The earliest threatening figures were the somnambulist, Nosferatu, the vampire, Dr Frankenstein's monster and Dracula, later joined by the wolfman and a gaggle of diverse monsters, ghosts and aliens. It was only in 1960, with Hitchcock's Psycho, that the single man who, initially at least, appears friendly and likable, was introduced as the horrifying element. Although psychologically disturbed characters have been screen fixtures since Robert Wiene's The Cabinet of Dr Calighari (1919), the growing interest in psychoanalysis resulted in more defined characterisations in which psychotic behaviour was represented. Fetishism, compulsive-obsessive behaviour, schizophrenia, paranoia, guilt, persecution and Oedipal complexes, confused on screen even in films by Hitchcock himself, came to be treated with ever greater clinical precision.
Psycho spawned three sequels staring Anthony Perkins as Norman Bates, none of which managed to replicate Hitchcock's masterpiece. Its latest offspring, Gus Vant Sant's almost shot-for-shot duplication, a gesture of homage to Hitchcock, was coldly received both locally and worldwide. Indeed, the only merit of Van Sant's version is in achieving some of Hitchcock's original, unfulfilled ideas.
John Carpenter's Halloween, released in 1978, also spawned its imitators. Influenced by Howard Hawks and by Hitchcock, the film skillfully exploited darkness to create its terrifying atmosphere, exemplifying Tourneur's remark that the most scary thing is what we do not see. The face of Michael Meyers, the serial killer in Halloween, is never seen; the actor playing his part is virtually an extra, while Jamie Lee Curtis was the star in the original and its sequel. Four sequels were made without her, all lacking the thrilling suspense of Carpenter's original. Now, though, two decades after the original, Curtis returns in Steven Miner's H20. Yet although it resuscitates Curtis, and stars Psycho's Janet Leigh -- the first slasher-horror victim, who meets her end in the most famous shower scene in history -- H2O does not come close to replicating the thrills of its erstwhile model.
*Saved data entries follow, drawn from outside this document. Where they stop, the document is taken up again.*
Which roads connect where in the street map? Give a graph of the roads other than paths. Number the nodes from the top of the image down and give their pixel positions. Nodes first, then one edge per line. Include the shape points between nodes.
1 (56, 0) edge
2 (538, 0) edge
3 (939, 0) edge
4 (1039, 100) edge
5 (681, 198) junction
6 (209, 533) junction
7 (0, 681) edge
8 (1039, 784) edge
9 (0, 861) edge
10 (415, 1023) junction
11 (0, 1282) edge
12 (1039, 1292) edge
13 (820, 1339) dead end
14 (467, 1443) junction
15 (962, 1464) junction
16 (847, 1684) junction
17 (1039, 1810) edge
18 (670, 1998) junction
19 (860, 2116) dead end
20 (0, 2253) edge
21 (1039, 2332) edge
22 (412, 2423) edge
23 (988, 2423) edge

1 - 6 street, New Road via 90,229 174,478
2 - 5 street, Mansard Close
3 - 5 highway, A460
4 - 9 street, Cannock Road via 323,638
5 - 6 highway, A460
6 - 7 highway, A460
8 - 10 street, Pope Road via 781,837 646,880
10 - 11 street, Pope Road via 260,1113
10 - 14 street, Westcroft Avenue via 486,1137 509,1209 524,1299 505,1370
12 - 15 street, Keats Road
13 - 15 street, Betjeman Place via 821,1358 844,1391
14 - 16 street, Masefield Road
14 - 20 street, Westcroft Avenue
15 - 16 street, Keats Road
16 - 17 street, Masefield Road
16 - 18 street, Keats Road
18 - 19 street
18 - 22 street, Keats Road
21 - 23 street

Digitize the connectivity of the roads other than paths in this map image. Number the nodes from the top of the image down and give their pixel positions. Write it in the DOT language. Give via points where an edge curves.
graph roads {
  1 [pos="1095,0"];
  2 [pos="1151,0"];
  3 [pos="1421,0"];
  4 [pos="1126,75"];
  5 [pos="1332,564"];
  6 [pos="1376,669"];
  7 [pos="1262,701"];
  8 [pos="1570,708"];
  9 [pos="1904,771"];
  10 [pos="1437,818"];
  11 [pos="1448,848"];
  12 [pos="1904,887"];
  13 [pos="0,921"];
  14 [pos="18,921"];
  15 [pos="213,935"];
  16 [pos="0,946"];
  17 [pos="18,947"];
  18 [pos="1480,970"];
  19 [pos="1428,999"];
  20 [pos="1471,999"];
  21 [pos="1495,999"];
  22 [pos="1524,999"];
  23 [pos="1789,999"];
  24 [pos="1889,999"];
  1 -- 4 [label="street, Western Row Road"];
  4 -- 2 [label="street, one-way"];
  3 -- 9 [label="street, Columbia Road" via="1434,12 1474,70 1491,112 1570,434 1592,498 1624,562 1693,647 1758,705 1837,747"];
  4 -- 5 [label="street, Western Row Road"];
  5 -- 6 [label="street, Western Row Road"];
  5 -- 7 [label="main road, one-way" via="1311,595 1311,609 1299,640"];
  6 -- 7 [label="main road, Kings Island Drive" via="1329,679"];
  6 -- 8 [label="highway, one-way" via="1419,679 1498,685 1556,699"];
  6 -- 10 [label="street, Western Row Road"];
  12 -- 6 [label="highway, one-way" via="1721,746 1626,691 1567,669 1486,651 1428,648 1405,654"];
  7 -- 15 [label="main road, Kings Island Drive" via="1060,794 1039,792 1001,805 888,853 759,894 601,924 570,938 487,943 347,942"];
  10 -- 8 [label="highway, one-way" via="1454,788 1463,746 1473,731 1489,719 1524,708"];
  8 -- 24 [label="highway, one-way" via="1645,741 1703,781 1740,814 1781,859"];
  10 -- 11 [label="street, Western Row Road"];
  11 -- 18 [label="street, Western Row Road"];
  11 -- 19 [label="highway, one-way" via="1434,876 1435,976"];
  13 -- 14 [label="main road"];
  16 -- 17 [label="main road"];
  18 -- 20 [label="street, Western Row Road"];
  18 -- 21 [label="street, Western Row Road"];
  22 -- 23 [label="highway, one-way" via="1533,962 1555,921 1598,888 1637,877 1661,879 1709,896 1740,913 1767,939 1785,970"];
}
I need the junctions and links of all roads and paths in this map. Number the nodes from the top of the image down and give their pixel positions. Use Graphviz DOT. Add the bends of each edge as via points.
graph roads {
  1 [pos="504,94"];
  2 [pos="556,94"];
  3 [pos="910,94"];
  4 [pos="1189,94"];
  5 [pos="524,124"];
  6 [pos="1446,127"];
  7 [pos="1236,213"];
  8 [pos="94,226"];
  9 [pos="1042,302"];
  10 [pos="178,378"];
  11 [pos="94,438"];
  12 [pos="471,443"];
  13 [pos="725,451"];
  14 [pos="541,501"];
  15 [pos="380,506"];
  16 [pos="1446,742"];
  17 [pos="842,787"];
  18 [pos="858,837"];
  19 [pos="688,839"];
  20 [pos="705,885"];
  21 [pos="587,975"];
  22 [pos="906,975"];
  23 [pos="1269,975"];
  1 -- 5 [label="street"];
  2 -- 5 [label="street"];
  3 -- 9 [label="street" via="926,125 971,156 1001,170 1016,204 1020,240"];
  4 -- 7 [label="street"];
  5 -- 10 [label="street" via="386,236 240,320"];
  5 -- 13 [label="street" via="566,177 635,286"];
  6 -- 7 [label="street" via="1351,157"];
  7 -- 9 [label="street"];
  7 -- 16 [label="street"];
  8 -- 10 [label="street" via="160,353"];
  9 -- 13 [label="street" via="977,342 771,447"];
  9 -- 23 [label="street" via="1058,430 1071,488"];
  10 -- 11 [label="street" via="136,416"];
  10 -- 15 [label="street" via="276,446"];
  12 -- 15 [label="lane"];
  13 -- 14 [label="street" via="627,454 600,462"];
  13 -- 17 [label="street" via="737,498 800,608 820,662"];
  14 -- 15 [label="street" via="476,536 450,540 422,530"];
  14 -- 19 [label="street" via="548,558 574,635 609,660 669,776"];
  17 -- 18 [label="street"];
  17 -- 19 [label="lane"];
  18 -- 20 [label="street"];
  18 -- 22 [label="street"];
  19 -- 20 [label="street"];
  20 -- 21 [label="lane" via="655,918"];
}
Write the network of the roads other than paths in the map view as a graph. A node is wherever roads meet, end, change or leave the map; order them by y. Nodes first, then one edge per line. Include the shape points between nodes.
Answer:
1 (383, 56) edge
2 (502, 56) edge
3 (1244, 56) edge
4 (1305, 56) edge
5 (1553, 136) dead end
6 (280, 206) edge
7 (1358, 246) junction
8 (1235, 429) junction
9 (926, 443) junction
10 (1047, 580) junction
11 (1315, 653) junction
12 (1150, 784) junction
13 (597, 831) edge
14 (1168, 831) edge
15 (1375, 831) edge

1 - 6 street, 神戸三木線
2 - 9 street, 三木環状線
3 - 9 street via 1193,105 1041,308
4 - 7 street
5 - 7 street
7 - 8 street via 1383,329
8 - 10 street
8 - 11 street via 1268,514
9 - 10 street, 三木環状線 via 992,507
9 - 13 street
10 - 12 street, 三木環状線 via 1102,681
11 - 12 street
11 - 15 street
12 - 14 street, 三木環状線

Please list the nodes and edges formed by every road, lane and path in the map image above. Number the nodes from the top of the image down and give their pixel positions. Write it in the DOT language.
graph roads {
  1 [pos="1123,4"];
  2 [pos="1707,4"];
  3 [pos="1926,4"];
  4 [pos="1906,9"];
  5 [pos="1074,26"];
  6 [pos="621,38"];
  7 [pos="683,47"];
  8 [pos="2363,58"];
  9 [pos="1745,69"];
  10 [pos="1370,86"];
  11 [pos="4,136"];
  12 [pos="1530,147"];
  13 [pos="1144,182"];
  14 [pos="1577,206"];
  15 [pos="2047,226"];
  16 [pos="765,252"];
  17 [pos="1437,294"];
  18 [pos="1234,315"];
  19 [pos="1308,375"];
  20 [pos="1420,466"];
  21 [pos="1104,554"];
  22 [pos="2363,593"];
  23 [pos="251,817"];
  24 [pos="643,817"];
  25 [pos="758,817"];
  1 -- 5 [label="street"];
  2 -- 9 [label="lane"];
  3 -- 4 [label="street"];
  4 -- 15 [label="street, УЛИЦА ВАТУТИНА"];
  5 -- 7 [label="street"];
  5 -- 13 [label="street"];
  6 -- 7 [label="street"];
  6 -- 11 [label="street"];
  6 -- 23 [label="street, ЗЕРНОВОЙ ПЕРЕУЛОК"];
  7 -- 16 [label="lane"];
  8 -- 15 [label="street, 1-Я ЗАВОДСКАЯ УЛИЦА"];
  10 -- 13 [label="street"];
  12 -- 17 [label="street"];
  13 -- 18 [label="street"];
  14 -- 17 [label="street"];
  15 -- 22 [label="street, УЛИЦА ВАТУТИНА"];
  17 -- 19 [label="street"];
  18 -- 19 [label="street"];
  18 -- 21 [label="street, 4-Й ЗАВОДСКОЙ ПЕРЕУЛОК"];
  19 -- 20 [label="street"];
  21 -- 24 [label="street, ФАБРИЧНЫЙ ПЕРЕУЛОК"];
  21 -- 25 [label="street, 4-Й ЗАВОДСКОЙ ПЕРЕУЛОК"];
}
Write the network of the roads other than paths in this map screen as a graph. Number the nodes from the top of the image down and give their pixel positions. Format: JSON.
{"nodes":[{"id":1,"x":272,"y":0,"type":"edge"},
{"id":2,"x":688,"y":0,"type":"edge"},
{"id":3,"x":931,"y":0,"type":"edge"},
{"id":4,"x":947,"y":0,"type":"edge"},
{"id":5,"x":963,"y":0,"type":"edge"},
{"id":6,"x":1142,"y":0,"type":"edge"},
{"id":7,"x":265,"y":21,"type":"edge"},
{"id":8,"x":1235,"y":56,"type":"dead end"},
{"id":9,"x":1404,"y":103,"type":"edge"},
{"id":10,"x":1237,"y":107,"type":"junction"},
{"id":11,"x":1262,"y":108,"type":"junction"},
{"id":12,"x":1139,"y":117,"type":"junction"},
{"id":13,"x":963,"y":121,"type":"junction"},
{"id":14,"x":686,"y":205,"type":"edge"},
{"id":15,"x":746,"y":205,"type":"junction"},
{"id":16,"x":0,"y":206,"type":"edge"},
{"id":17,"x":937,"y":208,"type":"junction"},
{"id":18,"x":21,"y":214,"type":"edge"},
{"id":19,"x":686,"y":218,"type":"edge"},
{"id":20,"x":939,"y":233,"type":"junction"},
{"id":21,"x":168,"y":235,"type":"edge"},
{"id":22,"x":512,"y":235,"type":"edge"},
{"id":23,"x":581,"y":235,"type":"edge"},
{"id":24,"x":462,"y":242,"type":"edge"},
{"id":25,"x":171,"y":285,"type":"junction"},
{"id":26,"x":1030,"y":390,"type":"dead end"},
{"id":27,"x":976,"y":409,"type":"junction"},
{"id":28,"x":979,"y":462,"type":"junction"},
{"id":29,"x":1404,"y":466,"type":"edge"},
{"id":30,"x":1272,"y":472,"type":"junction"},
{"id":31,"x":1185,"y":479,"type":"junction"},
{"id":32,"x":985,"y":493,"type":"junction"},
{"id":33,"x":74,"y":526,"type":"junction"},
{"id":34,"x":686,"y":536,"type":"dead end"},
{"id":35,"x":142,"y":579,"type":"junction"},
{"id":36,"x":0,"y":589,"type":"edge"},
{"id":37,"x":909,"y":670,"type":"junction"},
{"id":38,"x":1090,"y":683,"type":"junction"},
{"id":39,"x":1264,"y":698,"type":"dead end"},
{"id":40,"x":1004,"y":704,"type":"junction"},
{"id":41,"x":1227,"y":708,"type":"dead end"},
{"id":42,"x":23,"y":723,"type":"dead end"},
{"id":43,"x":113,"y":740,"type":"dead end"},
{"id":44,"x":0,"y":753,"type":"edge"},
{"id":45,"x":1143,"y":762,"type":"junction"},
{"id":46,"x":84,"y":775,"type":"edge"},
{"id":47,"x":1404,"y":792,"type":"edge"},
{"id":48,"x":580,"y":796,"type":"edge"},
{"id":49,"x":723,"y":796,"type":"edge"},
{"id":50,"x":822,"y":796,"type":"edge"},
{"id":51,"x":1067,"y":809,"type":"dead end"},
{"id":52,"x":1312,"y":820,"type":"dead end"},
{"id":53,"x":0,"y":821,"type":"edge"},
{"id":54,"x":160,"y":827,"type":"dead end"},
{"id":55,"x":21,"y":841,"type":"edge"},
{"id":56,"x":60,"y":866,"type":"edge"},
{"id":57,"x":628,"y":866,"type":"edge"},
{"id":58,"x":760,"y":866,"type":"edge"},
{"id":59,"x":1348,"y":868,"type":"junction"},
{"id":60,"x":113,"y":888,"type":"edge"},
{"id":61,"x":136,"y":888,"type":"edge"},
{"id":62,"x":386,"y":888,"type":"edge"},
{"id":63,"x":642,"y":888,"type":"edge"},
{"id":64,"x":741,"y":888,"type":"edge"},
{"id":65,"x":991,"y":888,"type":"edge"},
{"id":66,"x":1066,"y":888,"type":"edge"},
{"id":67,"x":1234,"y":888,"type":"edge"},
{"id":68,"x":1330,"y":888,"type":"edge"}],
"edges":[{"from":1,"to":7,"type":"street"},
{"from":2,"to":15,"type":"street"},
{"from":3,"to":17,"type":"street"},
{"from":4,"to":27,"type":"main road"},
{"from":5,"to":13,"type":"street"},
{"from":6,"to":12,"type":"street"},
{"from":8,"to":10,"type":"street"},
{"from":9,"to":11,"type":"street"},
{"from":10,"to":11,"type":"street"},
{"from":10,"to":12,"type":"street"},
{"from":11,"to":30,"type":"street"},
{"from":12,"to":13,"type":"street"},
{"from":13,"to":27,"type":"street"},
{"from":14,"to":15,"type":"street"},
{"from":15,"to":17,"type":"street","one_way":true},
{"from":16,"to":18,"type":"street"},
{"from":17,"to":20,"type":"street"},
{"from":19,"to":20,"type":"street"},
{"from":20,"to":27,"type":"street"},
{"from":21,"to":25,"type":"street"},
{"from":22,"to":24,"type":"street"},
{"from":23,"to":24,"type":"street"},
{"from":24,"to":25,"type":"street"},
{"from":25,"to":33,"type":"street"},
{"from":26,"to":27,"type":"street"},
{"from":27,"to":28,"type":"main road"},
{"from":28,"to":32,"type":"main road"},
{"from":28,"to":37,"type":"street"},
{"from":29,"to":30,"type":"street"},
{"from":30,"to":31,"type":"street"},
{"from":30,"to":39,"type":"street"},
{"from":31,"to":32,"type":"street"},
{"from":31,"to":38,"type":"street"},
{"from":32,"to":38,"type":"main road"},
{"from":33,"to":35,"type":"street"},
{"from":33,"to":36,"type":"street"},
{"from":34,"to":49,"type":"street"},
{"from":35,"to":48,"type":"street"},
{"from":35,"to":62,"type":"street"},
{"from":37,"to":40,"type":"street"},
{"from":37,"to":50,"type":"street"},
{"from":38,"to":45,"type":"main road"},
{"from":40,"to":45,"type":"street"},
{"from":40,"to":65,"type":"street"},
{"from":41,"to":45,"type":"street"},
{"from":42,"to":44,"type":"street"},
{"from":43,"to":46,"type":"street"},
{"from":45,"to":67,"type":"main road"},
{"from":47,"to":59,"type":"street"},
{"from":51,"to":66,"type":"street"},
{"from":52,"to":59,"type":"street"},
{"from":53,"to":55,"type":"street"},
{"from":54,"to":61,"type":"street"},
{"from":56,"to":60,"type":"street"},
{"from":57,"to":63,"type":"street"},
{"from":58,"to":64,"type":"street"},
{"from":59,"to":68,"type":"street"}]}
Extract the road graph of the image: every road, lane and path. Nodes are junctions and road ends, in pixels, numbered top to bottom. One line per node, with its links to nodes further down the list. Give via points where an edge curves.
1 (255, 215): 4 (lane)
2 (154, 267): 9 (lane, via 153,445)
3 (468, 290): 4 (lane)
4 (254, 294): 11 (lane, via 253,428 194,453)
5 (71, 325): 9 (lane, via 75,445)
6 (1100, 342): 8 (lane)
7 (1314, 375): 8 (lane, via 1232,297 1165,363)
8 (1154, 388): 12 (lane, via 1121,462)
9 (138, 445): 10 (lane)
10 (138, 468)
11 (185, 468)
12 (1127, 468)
Wes Craven's Scream (1996), a witty take on the sub-genre from the maker of A Nightmare on Elm Street (1984), was a thoroughly post-modern exercise in self-parody. In Scream 2 (1997), which is still showing in Cairo, the project is taken one step further. The original film -- which on some levels might act as a primer for the genre and its leading practitioners -- is suitably cannibalised, and then regurgitated as a reference point. Audience expectations are challenged by remarkable twists mimicking Scream (1996): the suspense, chases, murders and suspects are planted in almost exactly the same places as the first film. Audience and characters alike wonder whether the serial killers will conform with or deviate from the patterns established in Scream (1996).
In the Scream series, the basic question -- which movie the filmmakers will borrow from -- is complicated by another: will the serial killer follow the steps of Norman Bates, Michael Meyers, Jason or Freddy Kreuger, or their imitators, the serial killers in Scream (1996), or will they take their lead from the imitators of the imitators, featured in Stab, the film which enacted the murders of Scream (1996), parts of which we see in Scream 2 (1997).
An endlessly hermetic self-referential system, as fragmentingly refractive as that essential location of suspense movies, the hall of mirrors -- such is the way of horror. A sign of the times?